MAIS QUI EST BOUAZZA ?

Si Dar Bouazza signifie la « maison de Bouazza », la paternité de « Darb » est entourée de mystère. Enquête sur un nom qui est sur toutes les lèvres.

Une balade comme une plongée dans l’histoire, trois siècles en arrière.  Il faut vous aventurer dans les pistes qui jouxtent la très en vue Jack Beach pour découvrir les vestiges de la Kasbah de Bouazza. Elle est là, témoin du temps qui passe, les murs abîmés par les années, et toujours impérieuse, trônant sur sa colline, regardant vers l’Océan, quelques champs à ses pieds.

S’il ne faut pas être un traducteur émérite pour comprendre que le « Dar » de Dar Bouazza évoque cette Kasbah, Bouazza reste à élucider. Amateurs de récits historiques et de Cluedo ? Sur Bouazza, les rumeurs les plus folles, et les plus contradictoires courent.

Serait-il un riche commerçant ? Un pirate ? Les avis divergent.

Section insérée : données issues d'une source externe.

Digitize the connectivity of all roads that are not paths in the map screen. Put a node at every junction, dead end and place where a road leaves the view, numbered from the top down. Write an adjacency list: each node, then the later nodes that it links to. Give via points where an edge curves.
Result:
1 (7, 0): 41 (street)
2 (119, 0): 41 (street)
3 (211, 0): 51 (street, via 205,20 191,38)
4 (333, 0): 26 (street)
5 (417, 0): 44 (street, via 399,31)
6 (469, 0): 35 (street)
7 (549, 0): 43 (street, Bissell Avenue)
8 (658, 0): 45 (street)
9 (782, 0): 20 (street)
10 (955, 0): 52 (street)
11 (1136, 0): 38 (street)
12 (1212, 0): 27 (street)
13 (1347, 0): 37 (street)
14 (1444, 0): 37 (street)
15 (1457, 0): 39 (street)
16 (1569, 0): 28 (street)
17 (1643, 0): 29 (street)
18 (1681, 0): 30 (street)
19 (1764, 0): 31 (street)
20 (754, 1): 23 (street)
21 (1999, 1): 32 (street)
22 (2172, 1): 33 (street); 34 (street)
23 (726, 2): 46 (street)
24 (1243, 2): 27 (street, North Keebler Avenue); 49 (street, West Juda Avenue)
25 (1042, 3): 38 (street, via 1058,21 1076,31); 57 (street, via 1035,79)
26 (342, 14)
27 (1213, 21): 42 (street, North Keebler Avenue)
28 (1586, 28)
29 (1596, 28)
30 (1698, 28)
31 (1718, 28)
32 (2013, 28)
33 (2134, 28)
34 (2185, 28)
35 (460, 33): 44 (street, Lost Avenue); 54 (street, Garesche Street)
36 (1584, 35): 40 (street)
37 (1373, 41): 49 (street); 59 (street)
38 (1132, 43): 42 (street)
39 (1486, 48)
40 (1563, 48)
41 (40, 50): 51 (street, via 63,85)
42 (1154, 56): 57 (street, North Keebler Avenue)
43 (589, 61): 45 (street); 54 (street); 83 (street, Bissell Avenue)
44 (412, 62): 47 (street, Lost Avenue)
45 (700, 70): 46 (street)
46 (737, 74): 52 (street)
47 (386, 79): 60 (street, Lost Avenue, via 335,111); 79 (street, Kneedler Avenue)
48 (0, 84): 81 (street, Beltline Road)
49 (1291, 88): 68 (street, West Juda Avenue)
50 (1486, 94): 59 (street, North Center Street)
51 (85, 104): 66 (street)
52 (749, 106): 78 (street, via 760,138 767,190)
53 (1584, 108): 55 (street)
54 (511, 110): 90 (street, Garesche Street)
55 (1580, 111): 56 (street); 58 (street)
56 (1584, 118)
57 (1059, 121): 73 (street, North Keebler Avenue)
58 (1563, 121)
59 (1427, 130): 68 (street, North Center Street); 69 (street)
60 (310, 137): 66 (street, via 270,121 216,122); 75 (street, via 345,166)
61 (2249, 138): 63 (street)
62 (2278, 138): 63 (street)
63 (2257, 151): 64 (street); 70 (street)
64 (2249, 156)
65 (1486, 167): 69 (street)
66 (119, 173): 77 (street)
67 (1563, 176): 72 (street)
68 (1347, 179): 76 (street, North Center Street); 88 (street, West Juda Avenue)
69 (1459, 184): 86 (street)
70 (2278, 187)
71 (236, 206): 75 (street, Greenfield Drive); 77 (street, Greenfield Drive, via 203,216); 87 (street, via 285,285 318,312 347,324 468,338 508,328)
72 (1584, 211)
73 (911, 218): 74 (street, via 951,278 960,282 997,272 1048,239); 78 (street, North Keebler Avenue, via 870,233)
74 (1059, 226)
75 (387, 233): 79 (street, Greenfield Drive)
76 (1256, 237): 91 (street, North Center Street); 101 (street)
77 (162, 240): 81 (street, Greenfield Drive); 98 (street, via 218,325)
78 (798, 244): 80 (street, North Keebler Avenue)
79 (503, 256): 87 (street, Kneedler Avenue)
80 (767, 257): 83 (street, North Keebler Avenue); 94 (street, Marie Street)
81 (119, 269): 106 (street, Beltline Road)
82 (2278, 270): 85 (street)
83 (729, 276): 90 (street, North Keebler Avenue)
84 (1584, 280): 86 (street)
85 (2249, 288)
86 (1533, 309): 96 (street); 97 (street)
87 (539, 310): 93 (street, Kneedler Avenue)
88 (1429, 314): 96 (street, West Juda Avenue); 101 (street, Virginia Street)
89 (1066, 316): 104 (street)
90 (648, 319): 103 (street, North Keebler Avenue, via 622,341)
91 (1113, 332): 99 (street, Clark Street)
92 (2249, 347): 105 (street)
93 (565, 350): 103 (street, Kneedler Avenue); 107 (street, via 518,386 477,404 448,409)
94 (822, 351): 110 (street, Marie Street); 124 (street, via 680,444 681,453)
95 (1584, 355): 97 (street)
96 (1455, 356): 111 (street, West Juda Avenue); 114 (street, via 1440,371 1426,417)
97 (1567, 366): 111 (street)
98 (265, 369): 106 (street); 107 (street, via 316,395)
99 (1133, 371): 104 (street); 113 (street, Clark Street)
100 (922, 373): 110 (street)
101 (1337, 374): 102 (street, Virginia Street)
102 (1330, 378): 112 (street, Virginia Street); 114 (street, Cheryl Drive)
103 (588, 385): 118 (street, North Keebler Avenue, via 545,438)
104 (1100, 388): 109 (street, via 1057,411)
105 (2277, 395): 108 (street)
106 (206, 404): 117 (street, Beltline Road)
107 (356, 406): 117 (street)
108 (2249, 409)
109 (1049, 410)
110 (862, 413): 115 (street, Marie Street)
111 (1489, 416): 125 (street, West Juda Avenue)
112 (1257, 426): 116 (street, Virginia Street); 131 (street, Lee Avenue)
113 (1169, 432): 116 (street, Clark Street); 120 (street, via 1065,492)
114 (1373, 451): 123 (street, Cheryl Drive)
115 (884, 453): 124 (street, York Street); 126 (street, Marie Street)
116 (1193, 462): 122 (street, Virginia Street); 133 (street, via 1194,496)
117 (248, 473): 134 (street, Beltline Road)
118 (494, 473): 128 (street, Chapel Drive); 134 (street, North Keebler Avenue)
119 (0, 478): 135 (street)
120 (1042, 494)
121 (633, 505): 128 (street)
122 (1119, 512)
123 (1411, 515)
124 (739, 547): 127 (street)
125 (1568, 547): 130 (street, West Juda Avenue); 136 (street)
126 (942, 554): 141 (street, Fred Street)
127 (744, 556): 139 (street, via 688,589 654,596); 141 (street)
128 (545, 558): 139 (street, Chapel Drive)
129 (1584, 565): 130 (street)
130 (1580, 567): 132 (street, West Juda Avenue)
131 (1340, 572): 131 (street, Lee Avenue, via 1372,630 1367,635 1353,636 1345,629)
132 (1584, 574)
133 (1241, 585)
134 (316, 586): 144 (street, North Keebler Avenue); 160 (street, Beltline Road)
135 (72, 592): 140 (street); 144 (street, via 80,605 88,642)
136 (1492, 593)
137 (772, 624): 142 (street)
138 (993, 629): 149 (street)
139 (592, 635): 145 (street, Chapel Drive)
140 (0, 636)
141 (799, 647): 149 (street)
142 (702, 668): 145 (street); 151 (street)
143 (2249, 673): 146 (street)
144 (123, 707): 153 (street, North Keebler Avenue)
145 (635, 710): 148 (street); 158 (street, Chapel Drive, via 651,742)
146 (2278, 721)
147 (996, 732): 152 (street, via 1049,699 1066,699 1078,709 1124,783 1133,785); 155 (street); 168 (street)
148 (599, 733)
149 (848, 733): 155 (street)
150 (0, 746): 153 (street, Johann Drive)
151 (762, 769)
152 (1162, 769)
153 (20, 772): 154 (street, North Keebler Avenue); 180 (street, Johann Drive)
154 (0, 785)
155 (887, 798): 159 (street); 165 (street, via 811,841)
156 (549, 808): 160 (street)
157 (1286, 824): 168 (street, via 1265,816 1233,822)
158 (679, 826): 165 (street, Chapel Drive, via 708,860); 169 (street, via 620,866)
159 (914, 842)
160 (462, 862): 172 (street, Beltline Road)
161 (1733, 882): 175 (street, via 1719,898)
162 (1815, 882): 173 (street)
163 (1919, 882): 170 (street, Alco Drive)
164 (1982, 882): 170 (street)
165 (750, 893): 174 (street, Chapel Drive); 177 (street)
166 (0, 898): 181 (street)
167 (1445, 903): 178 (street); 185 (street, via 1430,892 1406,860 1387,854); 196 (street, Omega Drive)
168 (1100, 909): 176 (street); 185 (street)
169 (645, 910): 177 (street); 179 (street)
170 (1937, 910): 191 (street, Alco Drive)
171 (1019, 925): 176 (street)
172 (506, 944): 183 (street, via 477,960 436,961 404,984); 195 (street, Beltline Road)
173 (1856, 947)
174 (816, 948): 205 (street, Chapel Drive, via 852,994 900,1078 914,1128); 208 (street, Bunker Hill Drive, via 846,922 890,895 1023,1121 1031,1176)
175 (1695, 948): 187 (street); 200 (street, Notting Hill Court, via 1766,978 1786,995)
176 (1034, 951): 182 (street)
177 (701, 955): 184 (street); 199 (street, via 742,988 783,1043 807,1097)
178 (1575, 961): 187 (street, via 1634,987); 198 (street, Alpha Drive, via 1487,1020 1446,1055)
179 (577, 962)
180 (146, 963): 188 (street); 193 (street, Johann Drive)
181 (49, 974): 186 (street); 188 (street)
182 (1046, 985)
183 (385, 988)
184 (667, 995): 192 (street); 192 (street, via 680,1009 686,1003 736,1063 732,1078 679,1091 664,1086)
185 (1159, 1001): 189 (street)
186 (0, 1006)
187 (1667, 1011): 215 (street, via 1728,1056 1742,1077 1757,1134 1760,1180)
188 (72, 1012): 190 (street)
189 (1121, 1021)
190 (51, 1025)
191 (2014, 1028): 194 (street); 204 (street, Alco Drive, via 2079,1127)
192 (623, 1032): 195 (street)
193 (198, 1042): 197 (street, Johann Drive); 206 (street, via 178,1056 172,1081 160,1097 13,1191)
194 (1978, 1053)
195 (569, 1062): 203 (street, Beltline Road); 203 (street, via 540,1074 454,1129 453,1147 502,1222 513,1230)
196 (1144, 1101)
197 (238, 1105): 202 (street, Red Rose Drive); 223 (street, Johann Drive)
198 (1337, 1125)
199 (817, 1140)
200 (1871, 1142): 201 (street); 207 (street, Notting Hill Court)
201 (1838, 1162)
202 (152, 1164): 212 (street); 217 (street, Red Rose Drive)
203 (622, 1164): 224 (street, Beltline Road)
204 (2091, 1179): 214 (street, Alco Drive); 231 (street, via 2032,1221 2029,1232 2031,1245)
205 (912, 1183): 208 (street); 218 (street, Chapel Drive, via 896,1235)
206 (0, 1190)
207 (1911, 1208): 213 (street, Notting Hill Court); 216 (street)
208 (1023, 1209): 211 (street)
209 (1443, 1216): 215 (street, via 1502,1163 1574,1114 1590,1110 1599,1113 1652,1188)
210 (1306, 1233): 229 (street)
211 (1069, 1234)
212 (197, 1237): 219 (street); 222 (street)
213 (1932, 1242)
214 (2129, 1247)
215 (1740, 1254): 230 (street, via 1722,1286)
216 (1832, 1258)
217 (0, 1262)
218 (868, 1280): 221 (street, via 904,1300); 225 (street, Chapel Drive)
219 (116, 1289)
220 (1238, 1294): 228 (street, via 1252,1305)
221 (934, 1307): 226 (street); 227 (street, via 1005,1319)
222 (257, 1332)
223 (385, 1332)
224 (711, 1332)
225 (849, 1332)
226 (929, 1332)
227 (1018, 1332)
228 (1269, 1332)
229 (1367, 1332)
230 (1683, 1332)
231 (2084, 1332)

L’homme qui prête son nom à la région, aurait été un casablancais, employé d’abord chez un nanti, nommé Lahcen, avant de devenir à son tour puissant commerçant, reprenant la gestion des affaires de son patron, jamais revenu d’un pèlerinage à la Mecque. Bouazza, véritable start-upper en son temps, aurait profité des fréquents passages des navires anglais pour fructifier son commerce, leur proposant orge, blé, laine et autres marchandises, et acquérant des armes de son côté. Au firmament de sa richesse, Bouazza, maçon de profession, aurait alors entreprit de construire sa Kasbah, surplombant la mer. Entre ses murs, des trésors, des armes y seraient toujours dissimulés.

Romanesque ? La deuxième identité potentielle de Bouazza l’est encore plus. Si certains affirment qu’il était un respectable notable, d’autres racontent que Bouazza aurait sévit sur la colline XIXe siècle, en véritable tyran et impitoyable voleur, guettant ses proies depuis sa stratégique Kasbah. Attendant les navires, qu’il attirait sur la côte en y allumant des feux, il s’emparait de leur cargaison, vivant de ses pillages. Dans ce portrait peu reluisant de Dar Bouazza, il y est également dépeint comme un homme sanguinaire, assassinant à tour de bras, et despotique envers femmes, esclaves et employés.

Si certains soulèvent des écueils dans les deux versions de l’identité de Bouazza, comme l’impossibilité de vendre des marchandises agricoles aux Anglais à une époque où la région était aride sans véritable capacité de production, d’autres préfèrent voir dans cette origine opaque tout le charme d’une bourgade qui n’en finit pas de raconter ses histoires au fil de son exploration.